子供の視野って狭いのな、俺らに気付かない位に狭いの。
『よし、塔に帰るぞ』
あは、ゴネてんの。
そうだよな、楽しいもんな。
『ほら、また来れるから行くぞ、大丈夫だ、いつでも来れる』
何で、こんな繊細ちゃんココに呼んだのよ。
可哀想じゃん。
『水だぞ、人魚姫』
コレも暗喩で比喩で。
喋りたく無かったって表現の1つ。
『声か?お前、変身の仕方は習って…』
あぁ、変身出来るのかこの子。
『手を出せ…ほら、一時的に戻れる。紅茶を淹れるからさっさと上がって来い』
素直。
『姿は戻ったな、砂糖とミルク入りだ、飲め』
『それか、指輪はやる』
『遠慮するな…別にゆっくりすれば良い、今戻ろうとしても、悪夢に引っ張られるだけだぞ』
『気にするな。ドリアードが何とかする』
お嬢ちゃん、もう大丈夫だぞ。
コイツは良い奴だから、大丈夫。
「ありがとう、また助けてくれて、ありがとう」
『あぁ』
「お礼はどうしたら良い?なにか、欲しい物は無い?」
『燕の子安貝』
「なん」
『考えておく』
「もう関わらないとかでも良いよ、嫌でしょ?」
『別に』
「関わるの嫌じゃ無いの?」
『別に』
「顔、痛くないの?」
『別に』
「治そうか?」
『いい』
《お!ハナ!ヒュプノスもモルペウスもお主を見失って、慌てておったんじゃぞ》
「すんまそん、取り乱した」
《無事で何よりじゃ、じゃが、何があったんじゃ?》
「おじさんが、いつもの鬼婆に奇襲された」
《ほう、そうじゃったか》
『昔からのだろアレは、倒さない事には今後も不安定さは消えないだろうな』
「うん、良く考えたら迎撃出来たのに、つい逃げちゃったなぁ」
『…その奇襲の前に何かあっただろ、ドリアード。
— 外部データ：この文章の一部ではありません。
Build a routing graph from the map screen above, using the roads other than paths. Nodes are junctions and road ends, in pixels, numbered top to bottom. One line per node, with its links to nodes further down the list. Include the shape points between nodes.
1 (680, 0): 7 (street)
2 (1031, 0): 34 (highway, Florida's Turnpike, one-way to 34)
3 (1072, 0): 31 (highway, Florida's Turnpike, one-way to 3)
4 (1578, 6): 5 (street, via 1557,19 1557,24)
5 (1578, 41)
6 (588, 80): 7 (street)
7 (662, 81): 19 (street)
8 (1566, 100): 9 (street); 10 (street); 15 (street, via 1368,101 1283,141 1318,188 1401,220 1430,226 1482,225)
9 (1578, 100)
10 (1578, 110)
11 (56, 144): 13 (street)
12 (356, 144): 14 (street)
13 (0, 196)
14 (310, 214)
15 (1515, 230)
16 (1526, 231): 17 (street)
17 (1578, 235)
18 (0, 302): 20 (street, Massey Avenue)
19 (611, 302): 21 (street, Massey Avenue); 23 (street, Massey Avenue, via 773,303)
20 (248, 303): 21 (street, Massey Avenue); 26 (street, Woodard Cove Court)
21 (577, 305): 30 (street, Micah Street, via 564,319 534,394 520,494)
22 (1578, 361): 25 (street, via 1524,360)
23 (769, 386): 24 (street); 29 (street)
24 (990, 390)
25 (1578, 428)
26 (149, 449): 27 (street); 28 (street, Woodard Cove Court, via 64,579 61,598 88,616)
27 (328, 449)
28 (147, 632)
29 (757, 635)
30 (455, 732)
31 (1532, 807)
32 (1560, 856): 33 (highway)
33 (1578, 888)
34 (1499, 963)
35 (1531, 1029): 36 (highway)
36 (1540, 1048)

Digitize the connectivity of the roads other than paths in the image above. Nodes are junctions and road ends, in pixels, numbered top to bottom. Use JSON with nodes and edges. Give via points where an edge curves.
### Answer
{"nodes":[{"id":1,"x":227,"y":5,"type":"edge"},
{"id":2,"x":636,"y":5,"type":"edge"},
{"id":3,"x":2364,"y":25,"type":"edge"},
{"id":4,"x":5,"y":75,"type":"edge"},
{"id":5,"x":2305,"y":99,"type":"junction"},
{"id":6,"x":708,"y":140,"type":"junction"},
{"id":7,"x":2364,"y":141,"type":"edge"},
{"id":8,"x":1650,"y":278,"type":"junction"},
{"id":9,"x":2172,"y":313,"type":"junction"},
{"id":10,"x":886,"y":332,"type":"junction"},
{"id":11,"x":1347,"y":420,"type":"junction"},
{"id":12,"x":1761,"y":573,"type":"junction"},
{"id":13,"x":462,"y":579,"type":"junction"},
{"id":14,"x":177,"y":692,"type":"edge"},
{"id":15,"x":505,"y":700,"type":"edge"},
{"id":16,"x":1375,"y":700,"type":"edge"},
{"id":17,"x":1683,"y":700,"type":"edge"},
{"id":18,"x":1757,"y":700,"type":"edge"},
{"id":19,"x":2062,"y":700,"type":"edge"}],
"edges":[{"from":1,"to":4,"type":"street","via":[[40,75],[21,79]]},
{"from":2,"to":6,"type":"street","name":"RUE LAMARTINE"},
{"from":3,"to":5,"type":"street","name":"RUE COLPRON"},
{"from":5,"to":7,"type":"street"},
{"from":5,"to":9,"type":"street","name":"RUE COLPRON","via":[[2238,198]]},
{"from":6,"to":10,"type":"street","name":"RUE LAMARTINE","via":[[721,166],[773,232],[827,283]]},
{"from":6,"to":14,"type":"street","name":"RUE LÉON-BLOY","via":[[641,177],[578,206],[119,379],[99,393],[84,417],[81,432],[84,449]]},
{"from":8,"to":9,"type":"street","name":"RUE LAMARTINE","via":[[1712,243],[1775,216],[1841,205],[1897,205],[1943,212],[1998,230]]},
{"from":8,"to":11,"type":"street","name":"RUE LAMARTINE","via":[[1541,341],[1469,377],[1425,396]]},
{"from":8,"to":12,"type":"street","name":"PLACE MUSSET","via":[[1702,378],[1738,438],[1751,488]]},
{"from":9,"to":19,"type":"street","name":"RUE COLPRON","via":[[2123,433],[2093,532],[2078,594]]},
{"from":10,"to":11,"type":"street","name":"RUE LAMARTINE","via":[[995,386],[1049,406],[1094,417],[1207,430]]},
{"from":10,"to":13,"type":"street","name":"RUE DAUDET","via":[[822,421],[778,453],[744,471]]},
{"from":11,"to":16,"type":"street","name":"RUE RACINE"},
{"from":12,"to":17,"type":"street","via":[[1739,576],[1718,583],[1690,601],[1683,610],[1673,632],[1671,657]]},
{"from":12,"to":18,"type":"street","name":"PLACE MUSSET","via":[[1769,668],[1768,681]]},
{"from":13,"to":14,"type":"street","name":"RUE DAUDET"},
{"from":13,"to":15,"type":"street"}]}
向こうでの出来事で何か無かったか』
《ん?まぁ、強いて言えば諍いを目の当たりにした事じゃろうか?》
『お前の不安定さはソコだ、それで心が不安定になっていたんだ。戦闘が終わって気が緩んで、不安が一気に溢れた、だから危ないんだ夢見は』
「ごめんなさい」
『いや、お前だけが悪いんじゃ無い、お前の過去の記憶が混ざって悪夢が強化されている。対策は事実を認めた上で鬼ババァを殺すか、忘れるしか無い』
「…あ、おじさんは」
《大丈夫じゃよ、モルペウスが直ぐに助けたそうじゃ》
「忘れてた…ごめん、おじさん」
『仕方無いさ、怖い夢を久しぶりに見たんだからね』
『勝手に入ってくるな、おっさん』
『すまないね、君があんまり強情だから。お嬢ちゃん、マーリン君の手を煩わせたく無いと思っているんだよね?』
「うん」
『なら、土蜘蛛族の子を柱にするかい?』
『アレはまだ子供だろう、向こうでいくら強くても』
そんな心配なら、ちゃんと構えば良いのに。
ココで切るか、一生面倒見るかだよ。
『そうだね、難しい問題だ。少し時間をあげよう、さ、行こうか』
「うん」
マーリンちゃん、何で悩むかなぁ。
あ、何か始まった。
あぁ、マーリンちゃんの過去か。